Saturday's Washington Post front page featured the Michael Powell story, "Near Paul Revere Country, Anti-Bush Cries Get Louder." The article begins by noting that three of the ten Massachusetts congressmen have called for an investigation and possible impeachment of President Bush.
It then reports that four Vermont villages have, at town meetings, voted to impeach the president. The piece asserts that it's too early to anticipate the Bush presidency being toppled, "But talk bubbles up in many corners of the nation..."
Then mentioned is last month's vote by the San Francisco board of supervisors urging impeachment. Moreover, the state Democratic parties New Mexico, Nevada, North Carolina and Wisconsin have done the same thing.

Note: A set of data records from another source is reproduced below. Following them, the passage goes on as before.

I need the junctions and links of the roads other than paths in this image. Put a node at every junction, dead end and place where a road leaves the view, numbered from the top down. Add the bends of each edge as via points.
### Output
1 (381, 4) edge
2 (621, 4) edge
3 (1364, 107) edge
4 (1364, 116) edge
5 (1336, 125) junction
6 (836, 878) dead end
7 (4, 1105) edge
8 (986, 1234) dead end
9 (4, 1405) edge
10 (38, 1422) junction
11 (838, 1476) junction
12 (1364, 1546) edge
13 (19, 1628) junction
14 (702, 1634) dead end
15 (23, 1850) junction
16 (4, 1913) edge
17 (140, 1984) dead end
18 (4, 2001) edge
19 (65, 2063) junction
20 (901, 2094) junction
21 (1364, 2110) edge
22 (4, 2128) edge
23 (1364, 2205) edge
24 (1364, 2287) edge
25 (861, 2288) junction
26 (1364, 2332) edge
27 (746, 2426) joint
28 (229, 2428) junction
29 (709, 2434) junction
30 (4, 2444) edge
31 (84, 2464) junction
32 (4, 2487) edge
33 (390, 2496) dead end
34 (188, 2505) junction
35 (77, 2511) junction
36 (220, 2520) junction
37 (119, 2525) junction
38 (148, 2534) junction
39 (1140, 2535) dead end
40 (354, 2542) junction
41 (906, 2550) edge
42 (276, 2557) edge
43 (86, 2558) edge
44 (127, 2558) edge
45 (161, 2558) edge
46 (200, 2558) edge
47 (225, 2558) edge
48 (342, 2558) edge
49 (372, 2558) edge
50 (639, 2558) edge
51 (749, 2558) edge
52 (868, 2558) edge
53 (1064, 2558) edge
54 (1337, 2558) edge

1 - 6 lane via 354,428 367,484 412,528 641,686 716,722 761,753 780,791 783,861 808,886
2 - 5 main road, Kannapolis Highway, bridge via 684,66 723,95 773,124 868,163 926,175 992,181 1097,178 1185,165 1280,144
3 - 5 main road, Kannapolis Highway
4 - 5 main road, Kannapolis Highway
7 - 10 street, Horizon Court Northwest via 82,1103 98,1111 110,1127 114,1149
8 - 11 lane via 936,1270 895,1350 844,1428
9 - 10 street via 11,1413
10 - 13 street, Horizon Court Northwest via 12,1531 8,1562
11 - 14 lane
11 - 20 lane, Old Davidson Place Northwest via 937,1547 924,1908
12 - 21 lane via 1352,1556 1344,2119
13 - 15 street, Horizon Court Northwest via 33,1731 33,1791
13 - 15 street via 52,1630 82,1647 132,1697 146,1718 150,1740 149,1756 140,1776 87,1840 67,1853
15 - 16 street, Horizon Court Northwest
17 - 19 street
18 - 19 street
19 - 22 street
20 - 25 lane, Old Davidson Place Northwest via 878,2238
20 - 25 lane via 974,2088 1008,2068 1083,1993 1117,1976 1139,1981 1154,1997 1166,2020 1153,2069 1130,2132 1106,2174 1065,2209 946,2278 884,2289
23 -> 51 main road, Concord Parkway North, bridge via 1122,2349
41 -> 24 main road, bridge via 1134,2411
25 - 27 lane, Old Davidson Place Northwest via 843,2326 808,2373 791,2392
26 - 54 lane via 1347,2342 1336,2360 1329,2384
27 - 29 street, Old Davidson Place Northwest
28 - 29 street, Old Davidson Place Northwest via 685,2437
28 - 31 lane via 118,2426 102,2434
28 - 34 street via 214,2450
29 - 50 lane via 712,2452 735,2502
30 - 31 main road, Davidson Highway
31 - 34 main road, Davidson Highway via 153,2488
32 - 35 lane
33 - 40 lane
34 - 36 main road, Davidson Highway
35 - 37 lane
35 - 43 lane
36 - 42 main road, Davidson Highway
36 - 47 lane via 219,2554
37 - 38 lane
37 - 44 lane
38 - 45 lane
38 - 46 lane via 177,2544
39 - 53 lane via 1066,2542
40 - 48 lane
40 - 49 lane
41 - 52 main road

The story suggests impeachment is an idea embraced "in many corners of the nation," but the locales cited are hardly representative of the entire country. Massachusetts, which sends Kennedy, Kerry and Barney Frank to Congress and was the only state McGovern won in 1972's presidential election, is hardly typical. Bernie Sanders, Vermont's lone vote in the House of Representatives, is so far to the Left that he runs as an Independent rather than as a Democrat and founded the House's Progressive Caucus. San Francisco voters voted last year to bar military recruiters from public high schools and colleges and elected a SF supervisor who has stated the US doesn't need a military.
That state Democratic parties oppose George W. Bush is hardly newsworthy and isn't, as suggested along with the other examples, indicative of an emerging national consensus. It's accurate to say that some folks would like to see the president impeached, but it's not an idea that is bubbling up in many corners of the nation. It's more a matter of the usual suspects checking in.